*** Opening of Material to process ***

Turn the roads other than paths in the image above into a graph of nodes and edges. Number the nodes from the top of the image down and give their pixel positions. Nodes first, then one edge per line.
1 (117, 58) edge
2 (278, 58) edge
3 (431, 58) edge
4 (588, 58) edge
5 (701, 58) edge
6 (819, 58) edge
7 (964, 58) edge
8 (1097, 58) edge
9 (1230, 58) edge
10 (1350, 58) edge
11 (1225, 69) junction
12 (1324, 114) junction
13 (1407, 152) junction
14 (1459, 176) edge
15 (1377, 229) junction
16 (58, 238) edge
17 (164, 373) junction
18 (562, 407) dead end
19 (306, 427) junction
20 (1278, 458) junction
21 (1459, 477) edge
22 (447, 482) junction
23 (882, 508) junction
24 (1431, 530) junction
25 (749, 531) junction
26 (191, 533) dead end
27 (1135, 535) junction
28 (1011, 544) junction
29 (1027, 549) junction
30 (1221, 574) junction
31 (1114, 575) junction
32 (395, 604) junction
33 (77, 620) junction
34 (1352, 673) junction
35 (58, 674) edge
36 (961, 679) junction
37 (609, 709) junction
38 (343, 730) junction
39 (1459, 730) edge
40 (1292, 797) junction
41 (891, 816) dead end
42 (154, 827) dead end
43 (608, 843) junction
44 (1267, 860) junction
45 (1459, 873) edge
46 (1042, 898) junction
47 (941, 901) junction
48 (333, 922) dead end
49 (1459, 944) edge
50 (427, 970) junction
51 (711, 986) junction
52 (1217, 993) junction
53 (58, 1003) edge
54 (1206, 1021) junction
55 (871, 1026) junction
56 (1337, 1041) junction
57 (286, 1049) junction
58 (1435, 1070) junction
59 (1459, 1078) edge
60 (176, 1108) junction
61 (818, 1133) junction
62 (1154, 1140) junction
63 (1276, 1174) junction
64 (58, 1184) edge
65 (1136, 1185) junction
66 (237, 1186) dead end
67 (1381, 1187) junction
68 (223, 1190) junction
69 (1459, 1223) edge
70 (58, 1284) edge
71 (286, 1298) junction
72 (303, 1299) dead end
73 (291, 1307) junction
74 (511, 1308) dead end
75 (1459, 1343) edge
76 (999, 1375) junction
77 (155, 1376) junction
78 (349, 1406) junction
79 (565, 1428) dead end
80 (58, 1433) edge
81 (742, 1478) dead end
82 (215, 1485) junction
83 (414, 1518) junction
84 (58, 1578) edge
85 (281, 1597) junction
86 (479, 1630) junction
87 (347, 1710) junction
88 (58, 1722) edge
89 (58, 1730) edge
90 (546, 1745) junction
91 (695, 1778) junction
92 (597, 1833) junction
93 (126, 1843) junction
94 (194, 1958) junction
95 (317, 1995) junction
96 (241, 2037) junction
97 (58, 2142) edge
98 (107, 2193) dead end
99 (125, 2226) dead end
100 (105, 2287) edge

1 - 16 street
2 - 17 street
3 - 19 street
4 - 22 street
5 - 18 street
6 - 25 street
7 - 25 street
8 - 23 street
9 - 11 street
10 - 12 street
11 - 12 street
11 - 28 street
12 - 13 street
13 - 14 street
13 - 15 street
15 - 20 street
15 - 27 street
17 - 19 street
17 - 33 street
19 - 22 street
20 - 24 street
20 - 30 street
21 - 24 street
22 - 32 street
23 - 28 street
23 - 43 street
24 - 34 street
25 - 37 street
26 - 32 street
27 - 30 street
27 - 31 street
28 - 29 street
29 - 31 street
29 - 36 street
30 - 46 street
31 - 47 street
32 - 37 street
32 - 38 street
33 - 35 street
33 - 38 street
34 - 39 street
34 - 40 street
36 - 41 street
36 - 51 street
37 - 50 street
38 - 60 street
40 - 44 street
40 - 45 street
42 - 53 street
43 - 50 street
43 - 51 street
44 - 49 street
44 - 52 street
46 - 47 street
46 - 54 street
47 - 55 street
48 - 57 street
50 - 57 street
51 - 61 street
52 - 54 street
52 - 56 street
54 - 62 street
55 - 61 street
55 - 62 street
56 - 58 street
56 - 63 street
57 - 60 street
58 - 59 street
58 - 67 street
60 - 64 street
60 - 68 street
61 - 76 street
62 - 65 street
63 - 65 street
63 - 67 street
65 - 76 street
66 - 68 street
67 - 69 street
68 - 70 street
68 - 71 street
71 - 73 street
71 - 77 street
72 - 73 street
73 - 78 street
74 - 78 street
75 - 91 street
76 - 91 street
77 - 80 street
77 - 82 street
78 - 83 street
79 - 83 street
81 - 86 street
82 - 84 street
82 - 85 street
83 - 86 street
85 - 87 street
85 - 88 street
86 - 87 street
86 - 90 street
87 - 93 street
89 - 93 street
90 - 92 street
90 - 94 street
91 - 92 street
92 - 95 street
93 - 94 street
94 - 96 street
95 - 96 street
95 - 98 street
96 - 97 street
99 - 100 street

*** Close of Material to process ***

--- Work task ---
Determine how many lines of the data above contain the string "dead", and give the result with nothing else.

--- Written solution ---
12